Below are entries; copy exactly the lines from the one with "ring dip: (54, 492)" through the one with "middle mcp: (454, 353)", both included, and leave out the rest.
GIVEN INFORMATION START
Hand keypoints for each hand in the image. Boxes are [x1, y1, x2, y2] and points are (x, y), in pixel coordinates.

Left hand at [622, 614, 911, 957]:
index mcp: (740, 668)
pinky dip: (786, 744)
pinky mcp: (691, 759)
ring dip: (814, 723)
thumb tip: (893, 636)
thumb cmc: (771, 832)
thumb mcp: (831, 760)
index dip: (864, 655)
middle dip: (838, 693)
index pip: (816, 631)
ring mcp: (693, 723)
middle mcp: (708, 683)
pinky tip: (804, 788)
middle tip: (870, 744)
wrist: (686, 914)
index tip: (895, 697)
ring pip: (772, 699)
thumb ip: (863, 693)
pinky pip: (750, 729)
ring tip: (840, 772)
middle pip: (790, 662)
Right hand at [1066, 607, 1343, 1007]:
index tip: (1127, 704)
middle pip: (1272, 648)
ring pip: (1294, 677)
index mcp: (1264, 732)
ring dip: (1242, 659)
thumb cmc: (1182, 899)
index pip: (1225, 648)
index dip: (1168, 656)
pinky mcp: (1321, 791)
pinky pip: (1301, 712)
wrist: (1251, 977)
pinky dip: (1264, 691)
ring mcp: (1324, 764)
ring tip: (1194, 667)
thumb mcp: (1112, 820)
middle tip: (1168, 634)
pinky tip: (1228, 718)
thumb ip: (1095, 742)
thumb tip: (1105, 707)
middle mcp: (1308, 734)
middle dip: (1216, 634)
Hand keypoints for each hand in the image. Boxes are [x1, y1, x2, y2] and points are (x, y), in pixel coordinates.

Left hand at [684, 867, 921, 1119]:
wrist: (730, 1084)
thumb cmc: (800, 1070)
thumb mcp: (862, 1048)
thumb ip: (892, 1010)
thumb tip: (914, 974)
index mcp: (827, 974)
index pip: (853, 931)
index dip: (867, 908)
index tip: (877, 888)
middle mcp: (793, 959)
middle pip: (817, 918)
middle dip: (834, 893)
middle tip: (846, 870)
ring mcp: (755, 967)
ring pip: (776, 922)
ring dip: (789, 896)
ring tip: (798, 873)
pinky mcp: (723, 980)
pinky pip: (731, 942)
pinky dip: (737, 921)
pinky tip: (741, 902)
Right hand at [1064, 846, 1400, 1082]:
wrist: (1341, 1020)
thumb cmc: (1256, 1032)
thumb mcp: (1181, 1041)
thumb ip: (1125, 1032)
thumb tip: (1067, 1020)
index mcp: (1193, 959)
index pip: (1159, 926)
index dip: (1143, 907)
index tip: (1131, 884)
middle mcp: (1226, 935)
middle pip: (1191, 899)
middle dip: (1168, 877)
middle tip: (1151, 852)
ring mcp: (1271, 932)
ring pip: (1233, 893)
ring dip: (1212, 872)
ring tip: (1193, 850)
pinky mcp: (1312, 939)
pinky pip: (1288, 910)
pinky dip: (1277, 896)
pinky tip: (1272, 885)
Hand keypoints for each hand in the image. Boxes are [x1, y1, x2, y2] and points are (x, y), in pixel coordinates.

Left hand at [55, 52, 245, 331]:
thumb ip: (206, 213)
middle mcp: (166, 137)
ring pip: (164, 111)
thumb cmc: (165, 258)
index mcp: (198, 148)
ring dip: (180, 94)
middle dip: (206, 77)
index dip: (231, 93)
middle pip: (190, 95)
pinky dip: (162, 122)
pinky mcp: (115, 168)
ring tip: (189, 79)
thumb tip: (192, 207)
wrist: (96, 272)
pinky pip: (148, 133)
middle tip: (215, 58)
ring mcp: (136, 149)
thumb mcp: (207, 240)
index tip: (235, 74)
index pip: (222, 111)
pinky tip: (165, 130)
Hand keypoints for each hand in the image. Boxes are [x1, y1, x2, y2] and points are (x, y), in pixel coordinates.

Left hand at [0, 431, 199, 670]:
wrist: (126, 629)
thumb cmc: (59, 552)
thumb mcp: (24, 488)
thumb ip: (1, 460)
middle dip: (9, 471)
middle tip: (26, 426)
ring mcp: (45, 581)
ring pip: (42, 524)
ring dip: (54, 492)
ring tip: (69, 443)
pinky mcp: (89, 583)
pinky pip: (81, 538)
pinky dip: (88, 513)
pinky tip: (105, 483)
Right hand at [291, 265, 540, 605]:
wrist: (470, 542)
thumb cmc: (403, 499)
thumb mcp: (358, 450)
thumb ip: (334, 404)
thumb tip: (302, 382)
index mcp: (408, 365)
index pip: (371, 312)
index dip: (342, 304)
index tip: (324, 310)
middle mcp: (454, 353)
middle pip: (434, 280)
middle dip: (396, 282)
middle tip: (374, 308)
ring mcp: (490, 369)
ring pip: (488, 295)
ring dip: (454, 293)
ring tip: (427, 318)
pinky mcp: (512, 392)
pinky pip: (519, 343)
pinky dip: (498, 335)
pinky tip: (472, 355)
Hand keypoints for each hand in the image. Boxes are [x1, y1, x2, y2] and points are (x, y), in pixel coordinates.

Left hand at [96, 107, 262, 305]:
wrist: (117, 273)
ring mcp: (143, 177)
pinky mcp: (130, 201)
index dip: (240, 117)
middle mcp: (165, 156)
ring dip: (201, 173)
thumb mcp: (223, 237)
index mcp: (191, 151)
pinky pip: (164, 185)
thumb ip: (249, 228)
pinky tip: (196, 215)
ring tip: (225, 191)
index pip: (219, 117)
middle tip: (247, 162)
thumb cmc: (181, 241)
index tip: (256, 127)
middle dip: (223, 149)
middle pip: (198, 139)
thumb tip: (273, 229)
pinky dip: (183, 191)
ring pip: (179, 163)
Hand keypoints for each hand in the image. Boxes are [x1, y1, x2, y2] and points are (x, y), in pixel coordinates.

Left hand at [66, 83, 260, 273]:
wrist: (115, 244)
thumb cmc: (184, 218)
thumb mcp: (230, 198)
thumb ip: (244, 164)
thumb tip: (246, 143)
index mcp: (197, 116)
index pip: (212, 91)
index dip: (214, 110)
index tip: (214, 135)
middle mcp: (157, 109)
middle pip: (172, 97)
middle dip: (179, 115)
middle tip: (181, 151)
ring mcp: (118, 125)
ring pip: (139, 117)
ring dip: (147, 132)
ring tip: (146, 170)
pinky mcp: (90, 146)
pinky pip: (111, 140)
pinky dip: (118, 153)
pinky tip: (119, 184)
GIVEN INFORMATION END
§ RESULT OF THE TASK:
ring dip: (54, 492)
ring tip: (69, 443)
pinky mcp: (89, 583)
pinky pip: (81, 538)
pinky dip: (88, 513)
pinky tip: (105, 483)
Right hand at [291, 265, 540, 605]:
wrist: (470, 542)
thumb cmc: (403, 499)
thumb mcp: (358, 450)
thumb ip: (334, 404)
thumb tip: (302, 382)
index mcp: (408, 365)
index pip: (371, 312)
index dip: (342, 304)
index tip: (324, 310)
middle mcp: (454, 353)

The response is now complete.